|Last week, I caught up with guitarist/vocalist Dylan Housewright of The Seeking to talk about their upcoming album Yours Forever and a tour with opening for Woe Is Me. We also talk a bit about the band's history, their recording experience and how they hope to relate to new fans.|
For those who might be a bit unfamiliar with The Seeking, could you give us a brief history lesson on the band and how you guys got together?

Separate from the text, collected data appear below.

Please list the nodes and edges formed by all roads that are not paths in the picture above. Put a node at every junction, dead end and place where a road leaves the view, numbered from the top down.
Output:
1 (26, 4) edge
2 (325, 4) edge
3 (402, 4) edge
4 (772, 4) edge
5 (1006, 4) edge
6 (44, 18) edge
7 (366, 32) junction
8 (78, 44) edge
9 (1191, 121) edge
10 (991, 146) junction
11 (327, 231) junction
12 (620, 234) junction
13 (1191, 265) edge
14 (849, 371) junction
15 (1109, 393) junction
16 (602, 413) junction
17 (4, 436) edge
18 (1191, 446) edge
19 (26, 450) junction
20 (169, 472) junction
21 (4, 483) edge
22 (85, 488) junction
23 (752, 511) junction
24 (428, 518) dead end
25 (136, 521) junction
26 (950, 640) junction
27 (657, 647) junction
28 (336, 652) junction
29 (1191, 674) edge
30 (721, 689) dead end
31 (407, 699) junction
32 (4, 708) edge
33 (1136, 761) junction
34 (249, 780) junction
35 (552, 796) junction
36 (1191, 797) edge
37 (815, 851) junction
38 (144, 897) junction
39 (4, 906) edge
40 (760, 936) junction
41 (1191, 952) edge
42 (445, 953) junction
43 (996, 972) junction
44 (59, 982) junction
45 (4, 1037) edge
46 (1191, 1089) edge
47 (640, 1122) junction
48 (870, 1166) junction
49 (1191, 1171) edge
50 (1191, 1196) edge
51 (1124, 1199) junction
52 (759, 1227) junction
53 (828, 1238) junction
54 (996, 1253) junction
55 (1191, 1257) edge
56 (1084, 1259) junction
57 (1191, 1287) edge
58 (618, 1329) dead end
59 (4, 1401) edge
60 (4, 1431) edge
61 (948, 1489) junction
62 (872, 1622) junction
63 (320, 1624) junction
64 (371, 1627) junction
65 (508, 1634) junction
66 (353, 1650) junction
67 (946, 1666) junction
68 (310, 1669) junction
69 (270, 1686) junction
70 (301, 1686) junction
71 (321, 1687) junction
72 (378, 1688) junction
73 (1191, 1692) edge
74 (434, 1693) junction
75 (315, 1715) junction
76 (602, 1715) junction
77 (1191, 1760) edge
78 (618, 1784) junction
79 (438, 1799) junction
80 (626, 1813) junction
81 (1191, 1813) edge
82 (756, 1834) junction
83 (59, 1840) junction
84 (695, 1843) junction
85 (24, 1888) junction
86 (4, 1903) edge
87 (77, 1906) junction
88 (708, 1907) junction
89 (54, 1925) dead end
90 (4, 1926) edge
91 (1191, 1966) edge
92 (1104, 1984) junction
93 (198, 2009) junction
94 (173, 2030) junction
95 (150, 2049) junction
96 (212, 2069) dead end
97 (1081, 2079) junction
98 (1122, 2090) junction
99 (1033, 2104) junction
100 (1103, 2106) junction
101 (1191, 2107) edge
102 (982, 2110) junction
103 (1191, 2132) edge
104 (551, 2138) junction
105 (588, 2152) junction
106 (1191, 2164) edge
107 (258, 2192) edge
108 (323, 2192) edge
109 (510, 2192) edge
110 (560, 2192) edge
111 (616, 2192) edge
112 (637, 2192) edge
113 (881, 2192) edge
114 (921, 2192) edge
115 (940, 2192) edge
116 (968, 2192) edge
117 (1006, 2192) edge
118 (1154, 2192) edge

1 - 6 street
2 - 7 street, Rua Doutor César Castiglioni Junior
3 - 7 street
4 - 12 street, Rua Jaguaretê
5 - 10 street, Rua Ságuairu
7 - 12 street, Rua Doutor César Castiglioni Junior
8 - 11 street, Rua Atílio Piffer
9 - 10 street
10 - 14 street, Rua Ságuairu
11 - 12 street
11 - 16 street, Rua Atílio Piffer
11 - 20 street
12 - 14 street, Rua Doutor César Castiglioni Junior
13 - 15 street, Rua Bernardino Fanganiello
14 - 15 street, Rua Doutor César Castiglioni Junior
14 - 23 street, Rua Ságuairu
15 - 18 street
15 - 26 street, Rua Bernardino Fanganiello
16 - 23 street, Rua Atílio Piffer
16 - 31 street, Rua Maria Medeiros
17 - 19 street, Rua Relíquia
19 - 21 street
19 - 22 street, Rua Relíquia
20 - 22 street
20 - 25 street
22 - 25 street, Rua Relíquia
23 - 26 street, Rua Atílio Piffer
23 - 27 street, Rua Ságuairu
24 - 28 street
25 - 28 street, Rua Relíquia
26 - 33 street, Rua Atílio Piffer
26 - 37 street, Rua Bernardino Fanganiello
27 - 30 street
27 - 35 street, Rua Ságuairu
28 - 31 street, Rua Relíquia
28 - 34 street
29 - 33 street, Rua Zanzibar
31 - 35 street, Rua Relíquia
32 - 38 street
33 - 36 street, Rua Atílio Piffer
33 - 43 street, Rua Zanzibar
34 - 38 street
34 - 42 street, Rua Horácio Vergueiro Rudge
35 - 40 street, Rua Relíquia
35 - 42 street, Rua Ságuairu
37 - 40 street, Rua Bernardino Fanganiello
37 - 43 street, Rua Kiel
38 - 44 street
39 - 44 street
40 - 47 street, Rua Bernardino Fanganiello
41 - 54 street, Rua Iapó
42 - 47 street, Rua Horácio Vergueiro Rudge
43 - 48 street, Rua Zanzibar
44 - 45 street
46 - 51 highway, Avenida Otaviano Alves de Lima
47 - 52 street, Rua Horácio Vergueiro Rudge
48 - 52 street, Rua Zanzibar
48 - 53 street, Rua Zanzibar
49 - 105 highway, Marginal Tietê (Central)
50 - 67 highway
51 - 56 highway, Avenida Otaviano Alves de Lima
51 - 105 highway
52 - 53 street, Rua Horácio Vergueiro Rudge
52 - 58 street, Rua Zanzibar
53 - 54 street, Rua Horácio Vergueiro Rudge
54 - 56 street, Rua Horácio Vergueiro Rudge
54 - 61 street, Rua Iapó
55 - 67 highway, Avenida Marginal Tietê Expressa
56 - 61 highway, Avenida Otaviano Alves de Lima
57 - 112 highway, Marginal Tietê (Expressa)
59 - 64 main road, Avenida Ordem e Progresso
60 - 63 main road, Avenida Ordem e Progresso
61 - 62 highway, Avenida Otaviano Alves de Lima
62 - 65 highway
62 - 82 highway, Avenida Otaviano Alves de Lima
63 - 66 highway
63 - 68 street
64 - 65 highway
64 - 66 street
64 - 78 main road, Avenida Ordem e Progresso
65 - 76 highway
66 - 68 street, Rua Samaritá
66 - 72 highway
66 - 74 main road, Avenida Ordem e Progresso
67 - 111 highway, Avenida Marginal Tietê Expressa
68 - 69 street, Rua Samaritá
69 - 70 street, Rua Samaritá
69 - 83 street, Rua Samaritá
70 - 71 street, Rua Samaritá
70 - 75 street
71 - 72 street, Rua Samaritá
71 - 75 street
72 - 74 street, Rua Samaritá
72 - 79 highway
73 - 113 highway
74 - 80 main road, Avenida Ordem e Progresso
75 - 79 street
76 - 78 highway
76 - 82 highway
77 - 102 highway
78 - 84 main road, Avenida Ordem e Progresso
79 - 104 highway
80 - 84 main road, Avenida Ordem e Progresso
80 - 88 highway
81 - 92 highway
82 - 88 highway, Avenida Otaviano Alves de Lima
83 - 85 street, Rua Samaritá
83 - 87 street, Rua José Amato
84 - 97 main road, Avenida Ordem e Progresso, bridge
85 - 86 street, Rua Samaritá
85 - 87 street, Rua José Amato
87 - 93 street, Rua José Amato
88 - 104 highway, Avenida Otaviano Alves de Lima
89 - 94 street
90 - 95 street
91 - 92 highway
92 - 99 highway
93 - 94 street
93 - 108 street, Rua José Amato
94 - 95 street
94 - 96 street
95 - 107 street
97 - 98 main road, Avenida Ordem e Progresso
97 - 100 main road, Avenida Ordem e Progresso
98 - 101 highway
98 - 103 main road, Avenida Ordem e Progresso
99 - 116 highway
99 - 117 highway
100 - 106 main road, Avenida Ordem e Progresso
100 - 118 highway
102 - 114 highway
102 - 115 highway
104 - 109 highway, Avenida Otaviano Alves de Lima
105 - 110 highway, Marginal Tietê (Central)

Originally, our drummer Ben and I met through mutual friends. We went over to Ben’s house one day and we were just like, let’s do this. That was in 2010, I believe. We actually waited a year before we even played our first show because we wanted to make sure we were super prepared. Ben and I, Taylor and our bass player at the time Kyle, we just practiced in Ben’s garage for a year just writing songs and getting ready. As time went on, Grayson joined the band after we recorded “Take It From Me”. Originally he was just going to help out with the lead guitar parts for the song with recording and not actually being a part of the band. But once we got the song back, he was like, ‘This song is too good to not join the band.’ So then Grayson finally joined. Then later on, Kyle left the band and that’s when we picked up Shane. That’s kind of how we got our members and we’ve been writing a ton of material since then.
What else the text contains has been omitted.